Thermal oxidation of iron nanoparticles and its implication for chemical-looping combustion

BACKGROUND: Chemical looping combustion (CLC) is a promising environmentally friendly technology in which the greenhouse gas CO2 can be readily separated at high-purity, therefore providing an effective method of carbon capture. Its performance, however, is limited by the kinetics of oxidation of the oxygen carrier, whose size is typically in the range of micrometers to millimetres. This paper reports a new idea using metallic nanoparticles as potential oxygen carriers to improve the performance of chemical looping combustion. RESULTS: A detailed experimental study of the heating and oxidation of iron nanoparticles in a simultaneous TGA/DSC system was conducted.
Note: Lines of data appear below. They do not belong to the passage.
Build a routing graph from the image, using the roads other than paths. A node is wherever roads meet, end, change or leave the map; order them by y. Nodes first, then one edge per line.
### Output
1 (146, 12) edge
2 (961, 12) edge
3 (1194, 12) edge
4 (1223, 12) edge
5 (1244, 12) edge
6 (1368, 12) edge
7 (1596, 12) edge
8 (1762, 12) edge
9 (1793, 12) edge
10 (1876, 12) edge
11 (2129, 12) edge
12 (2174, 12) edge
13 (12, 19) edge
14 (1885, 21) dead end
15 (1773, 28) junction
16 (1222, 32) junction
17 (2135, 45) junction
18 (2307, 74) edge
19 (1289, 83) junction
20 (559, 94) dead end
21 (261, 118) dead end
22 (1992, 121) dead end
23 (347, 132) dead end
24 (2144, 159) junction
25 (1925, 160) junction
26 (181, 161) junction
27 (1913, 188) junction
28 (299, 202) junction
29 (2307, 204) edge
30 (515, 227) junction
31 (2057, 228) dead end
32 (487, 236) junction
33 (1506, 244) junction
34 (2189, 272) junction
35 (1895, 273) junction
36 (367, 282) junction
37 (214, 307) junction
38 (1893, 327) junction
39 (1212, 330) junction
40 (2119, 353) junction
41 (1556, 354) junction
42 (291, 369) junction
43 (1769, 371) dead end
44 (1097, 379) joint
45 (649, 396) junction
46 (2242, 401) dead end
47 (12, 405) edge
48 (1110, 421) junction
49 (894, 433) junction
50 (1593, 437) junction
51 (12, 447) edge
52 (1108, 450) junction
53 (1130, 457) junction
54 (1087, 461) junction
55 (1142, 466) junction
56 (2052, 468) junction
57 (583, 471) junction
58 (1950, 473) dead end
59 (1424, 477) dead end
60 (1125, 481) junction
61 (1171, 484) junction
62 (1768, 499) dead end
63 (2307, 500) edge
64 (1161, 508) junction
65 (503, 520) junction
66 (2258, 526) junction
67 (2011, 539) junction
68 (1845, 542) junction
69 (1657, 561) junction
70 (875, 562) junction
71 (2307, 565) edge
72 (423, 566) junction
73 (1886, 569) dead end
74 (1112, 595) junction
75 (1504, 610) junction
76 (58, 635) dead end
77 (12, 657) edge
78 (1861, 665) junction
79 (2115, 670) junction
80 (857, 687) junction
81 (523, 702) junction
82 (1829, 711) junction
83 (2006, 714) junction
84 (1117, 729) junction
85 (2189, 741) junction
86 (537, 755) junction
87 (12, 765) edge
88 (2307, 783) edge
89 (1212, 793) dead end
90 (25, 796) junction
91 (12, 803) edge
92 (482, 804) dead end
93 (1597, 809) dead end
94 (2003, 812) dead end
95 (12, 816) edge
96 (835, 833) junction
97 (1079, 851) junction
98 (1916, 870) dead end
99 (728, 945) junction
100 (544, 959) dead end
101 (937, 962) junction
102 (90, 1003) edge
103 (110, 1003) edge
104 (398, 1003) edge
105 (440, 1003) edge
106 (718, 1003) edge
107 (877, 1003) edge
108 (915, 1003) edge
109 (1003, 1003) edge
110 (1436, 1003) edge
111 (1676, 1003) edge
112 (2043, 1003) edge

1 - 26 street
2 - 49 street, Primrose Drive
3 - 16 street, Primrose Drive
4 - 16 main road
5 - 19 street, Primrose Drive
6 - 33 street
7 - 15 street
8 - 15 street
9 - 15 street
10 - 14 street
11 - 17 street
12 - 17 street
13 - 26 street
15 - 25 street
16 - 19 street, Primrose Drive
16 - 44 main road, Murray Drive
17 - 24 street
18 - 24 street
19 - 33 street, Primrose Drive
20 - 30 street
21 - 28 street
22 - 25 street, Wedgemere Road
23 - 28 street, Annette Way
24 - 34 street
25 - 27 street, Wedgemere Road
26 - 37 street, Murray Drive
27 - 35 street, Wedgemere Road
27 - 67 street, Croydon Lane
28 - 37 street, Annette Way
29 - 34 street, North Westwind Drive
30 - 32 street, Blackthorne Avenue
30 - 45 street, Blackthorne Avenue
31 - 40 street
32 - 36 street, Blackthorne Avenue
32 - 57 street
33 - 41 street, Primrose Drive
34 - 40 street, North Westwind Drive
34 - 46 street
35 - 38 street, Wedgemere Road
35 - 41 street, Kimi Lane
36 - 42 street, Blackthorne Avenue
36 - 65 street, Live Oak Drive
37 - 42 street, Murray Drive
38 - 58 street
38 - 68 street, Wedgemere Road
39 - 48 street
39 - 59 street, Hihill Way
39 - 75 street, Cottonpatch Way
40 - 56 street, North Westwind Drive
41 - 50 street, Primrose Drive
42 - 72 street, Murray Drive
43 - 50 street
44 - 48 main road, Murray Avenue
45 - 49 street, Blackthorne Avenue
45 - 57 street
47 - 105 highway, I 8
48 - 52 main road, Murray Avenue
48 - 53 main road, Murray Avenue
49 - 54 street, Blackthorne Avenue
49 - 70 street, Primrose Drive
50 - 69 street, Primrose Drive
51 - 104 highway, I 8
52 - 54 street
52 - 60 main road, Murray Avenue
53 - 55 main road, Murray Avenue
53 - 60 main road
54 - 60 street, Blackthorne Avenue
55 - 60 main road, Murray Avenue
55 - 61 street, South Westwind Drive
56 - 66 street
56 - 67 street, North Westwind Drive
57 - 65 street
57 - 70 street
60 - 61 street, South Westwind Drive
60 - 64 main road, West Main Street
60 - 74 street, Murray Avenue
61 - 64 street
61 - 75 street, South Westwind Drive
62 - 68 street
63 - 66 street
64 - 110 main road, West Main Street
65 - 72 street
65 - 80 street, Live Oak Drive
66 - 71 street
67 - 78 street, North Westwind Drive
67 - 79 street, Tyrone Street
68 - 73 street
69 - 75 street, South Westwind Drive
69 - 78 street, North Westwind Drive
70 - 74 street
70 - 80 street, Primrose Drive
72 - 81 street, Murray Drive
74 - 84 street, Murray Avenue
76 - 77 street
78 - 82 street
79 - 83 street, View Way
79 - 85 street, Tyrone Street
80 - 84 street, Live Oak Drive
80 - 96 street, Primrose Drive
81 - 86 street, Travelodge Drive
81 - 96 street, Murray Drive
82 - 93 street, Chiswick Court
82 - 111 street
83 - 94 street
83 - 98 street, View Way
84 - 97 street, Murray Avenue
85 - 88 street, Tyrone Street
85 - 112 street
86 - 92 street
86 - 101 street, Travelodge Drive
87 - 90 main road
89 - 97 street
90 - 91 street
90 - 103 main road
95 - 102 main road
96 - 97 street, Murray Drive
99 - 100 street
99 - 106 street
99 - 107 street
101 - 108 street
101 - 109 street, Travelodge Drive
Kinetic analysis revealed improved reactivity of iron nanoparticles, as shown by a reduction in the activation energy, which is highly dependent upon the conversion ratio. The implication and potential application of nanoscale metallic nanoparticles as oxygen carriers in CLC are discussed. CONCLUSION: Compared with conventional sized iron particles, the reduction of particle size to nanoscale can offer a number of advantages, such as increased reactivity, reduced mass resistance and enhanced heat transfer, however, a number of practical factors associated with increased specific surface area need to be assessed carefully.